- Title card
- Written by: Karl Toerge
- Directed by: Karl Toerge
- Starring: Joseph Barbera
- Music by: J. Eric Schmidt
- Original language: English

Production
- Producer: Diana Ritchey
- Running time: 7:00
- Production companies: Hanna-Barbera; Turner Entertainment Co.;

Original release
- Network: Boomerang
- Release: April 8, 2001

= The Mansion Cat =

2001 film

The Mansion Cat is a 2001 American made-for-television animated short film featuring the cat and mouse duo Tom and Jerry. It is the first entry in the original Tom and Jerry series of shorts in the 34 years since Purr-Chance to Dream in 1967 and the 162nd overall. It is also the first short involving William Hanna and Joseph Barbera in the 43 years since Tot Watchers in 1958. Produced by Hanna-Barbera Cartoons in association with Turner Entertainment Co., it is the first Tom and Jerry cartoon released by Warner Bros. Entertainment Inc. since the 1996 Time Warner-Turner merger.

== Plot ==
The cartoon opens with a circle showing Jerry running, but as the circle grows, it is revealed that Jerry is going nowhere, as Tom captured his tail.
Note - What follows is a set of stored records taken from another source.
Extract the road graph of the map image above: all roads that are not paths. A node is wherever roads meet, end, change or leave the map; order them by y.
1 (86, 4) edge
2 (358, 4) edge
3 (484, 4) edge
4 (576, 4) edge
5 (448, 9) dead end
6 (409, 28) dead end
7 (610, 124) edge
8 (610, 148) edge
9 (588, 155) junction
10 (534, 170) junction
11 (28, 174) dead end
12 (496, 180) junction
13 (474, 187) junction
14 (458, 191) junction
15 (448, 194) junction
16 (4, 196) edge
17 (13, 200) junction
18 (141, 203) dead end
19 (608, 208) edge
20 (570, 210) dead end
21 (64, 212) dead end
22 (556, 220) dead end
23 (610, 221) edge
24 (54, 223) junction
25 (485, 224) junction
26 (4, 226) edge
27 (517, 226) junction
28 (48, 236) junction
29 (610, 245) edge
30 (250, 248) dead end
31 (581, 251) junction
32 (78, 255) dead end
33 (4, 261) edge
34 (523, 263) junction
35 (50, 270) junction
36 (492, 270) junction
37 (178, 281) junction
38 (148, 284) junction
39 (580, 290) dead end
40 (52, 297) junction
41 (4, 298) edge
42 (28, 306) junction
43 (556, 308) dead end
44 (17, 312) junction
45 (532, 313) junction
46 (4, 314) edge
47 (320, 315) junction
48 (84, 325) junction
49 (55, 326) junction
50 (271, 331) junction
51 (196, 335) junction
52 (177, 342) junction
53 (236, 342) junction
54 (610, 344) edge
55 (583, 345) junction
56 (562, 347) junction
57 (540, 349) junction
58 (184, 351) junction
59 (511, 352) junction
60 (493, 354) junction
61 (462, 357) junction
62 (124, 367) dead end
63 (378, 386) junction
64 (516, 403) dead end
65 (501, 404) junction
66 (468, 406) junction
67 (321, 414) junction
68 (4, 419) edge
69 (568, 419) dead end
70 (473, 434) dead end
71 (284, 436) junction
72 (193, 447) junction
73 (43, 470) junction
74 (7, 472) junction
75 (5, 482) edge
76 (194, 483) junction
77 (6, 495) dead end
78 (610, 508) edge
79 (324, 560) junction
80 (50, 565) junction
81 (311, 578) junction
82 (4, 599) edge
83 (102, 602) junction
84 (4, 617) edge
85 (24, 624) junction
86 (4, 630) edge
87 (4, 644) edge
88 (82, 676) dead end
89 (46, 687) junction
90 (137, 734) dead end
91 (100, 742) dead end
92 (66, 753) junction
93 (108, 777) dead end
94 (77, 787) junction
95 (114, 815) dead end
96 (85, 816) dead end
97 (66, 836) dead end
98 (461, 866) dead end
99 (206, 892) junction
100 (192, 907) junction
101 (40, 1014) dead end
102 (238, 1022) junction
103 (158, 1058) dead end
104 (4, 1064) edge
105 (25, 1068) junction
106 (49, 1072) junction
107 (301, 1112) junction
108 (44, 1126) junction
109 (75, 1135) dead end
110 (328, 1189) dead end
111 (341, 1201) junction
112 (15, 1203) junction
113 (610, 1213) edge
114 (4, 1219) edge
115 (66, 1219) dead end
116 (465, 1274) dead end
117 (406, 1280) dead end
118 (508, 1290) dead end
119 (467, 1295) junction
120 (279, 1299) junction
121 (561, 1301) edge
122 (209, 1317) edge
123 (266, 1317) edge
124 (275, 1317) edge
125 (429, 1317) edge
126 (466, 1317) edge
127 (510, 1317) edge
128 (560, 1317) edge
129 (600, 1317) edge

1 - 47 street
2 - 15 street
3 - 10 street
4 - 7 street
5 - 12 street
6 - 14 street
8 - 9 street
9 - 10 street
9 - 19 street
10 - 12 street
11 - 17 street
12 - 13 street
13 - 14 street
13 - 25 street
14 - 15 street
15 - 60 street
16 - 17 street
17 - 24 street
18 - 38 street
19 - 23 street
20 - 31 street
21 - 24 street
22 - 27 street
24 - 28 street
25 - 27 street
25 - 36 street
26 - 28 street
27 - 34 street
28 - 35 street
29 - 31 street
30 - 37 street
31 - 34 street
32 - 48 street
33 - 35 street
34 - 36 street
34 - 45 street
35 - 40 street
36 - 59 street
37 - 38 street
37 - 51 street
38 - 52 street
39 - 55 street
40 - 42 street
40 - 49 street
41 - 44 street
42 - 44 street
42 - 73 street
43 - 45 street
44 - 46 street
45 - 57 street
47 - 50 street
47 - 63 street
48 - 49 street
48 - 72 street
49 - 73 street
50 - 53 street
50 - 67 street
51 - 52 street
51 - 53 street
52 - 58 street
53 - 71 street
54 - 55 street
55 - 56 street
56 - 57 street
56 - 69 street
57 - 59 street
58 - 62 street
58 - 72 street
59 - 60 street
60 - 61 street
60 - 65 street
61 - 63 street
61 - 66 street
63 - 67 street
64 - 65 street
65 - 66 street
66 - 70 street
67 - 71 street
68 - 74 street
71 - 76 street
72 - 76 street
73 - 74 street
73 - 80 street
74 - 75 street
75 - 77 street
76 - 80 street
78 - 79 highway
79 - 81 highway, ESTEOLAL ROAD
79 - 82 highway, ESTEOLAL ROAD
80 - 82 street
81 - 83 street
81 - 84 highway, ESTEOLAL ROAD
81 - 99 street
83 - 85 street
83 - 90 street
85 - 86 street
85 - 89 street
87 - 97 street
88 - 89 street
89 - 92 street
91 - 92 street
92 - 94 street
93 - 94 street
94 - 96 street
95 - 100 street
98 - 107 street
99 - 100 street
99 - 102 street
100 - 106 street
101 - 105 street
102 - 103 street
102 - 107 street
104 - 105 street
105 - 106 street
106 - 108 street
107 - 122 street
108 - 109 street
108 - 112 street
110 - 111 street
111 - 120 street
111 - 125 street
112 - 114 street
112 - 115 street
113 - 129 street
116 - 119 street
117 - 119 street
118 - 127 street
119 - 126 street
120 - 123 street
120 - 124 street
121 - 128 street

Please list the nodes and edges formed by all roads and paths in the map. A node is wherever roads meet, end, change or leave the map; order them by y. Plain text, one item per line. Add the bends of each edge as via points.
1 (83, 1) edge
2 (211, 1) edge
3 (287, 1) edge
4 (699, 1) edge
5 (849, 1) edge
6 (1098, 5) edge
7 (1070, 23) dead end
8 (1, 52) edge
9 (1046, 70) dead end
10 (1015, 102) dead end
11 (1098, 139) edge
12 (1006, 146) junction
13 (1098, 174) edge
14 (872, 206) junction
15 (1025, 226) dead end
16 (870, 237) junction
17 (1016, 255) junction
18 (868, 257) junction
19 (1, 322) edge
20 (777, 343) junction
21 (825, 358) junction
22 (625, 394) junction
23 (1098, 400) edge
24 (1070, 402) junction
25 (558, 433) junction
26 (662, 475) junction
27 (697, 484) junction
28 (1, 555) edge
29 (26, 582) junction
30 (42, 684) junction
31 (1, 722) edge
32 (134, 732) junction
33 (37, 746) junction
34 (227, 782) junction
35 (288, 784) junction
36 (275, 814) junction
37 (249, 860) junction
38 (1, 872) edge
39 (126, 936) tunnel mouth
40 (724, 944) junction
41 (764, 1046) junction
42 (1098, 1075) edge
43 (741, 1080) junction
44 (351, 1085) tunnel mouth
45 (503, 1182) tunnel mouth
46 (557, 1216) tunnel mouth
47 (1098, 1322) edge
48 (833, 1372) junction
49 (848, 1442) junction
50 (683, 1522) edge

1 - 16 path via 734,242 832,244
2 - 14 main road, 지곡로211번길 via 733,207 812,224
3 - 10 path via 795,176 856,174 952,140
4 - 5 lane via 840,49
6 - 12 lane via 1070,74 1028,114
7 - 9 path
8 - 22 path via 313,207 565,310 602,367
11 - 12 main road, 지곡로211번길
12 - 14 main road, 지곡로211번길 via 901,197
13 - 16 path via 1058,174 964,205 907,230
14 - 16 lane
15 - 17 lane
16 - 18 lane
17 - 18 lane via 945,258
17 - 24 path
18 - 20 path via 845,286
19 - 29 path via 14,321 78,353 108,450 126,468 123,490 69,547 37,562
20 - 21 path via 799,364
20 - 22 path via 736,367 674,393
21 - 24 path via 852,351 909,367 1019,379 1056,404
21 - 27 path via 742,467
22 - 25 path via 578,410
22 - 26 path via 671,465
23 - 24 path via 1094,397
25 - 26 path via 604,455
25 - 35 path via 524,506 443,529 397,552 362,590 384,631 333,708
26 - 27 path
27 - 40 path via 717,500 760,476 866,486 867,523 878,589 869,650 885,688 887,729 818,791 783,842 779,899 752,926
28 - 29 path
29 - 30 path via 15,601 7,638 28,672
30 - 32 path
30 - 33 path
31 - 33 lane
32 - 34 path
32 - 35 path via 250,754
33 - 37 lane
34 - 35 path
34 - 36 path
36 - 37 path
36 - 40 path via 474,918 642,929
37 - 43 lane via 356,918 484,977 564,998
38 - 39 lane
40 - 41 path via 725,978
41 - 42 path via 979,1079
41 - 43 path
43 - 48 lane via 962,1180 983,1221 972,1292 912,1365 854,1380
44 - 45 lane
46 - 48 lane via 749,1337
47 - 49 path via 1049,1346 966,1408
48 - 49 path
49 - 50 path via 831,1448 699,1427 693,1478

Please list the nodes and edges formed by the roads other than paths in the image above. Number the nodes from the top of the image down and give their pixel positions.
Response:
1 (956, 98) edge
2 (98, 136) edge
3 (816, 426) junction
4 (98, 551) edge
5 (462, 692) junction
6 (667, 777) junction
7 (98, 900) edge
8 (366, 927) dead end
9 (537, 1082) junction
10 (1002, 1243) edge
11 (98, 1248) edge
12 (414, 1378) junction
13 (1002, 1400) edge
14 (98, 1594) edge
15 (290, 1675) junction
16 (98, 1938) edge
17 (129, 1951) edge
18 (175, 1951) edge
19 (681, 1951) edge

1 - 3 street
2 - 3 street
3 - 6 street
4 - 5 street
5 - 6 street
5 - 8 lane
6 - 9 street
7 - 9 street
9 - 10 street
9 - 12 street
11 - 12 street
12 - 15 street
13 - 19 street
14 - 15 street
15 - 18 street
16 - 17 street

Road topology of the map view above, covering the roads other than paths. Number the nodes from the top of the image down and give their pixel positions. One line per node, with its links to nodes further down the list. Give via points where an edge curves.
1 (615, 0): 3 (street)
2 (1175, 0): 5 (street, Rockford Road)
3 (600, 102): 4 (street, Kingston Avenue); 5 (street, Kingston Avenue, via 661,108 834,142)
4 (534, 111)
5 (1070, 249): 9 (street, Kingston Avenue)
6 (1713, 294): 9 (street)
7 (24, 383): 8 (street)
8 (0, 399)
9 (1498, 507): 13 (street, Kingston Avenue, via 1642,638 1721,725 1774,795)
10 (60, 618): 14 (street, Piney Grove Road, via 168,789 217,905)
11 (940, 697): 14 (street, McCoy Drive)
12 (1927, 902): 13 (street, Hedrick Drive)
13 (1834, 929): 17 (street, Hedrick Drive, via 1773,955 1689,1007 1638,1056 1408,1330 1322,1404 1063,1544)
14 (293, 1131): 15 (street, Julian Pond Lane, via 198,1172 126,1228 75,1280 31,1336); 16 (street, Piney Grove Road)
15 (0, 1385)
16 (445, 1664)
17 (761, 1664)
When Tom's owner (voiced by Joseph Barbera, Tom and Jerry co-creator and Hanna-Barbera co-founder) calls Tom, he lets Jerry go, freeing him back into his cage. The owner of Tom and a large mansion tells Tom that he is going away for a while, that the mansion is in perfect shape and that he does not want Tom blaming the mouse (Jerry) for any destruction this time. Of course, this means Tom will spend most of the cartoon chasing Jerry across the mansion, causing extensive damage.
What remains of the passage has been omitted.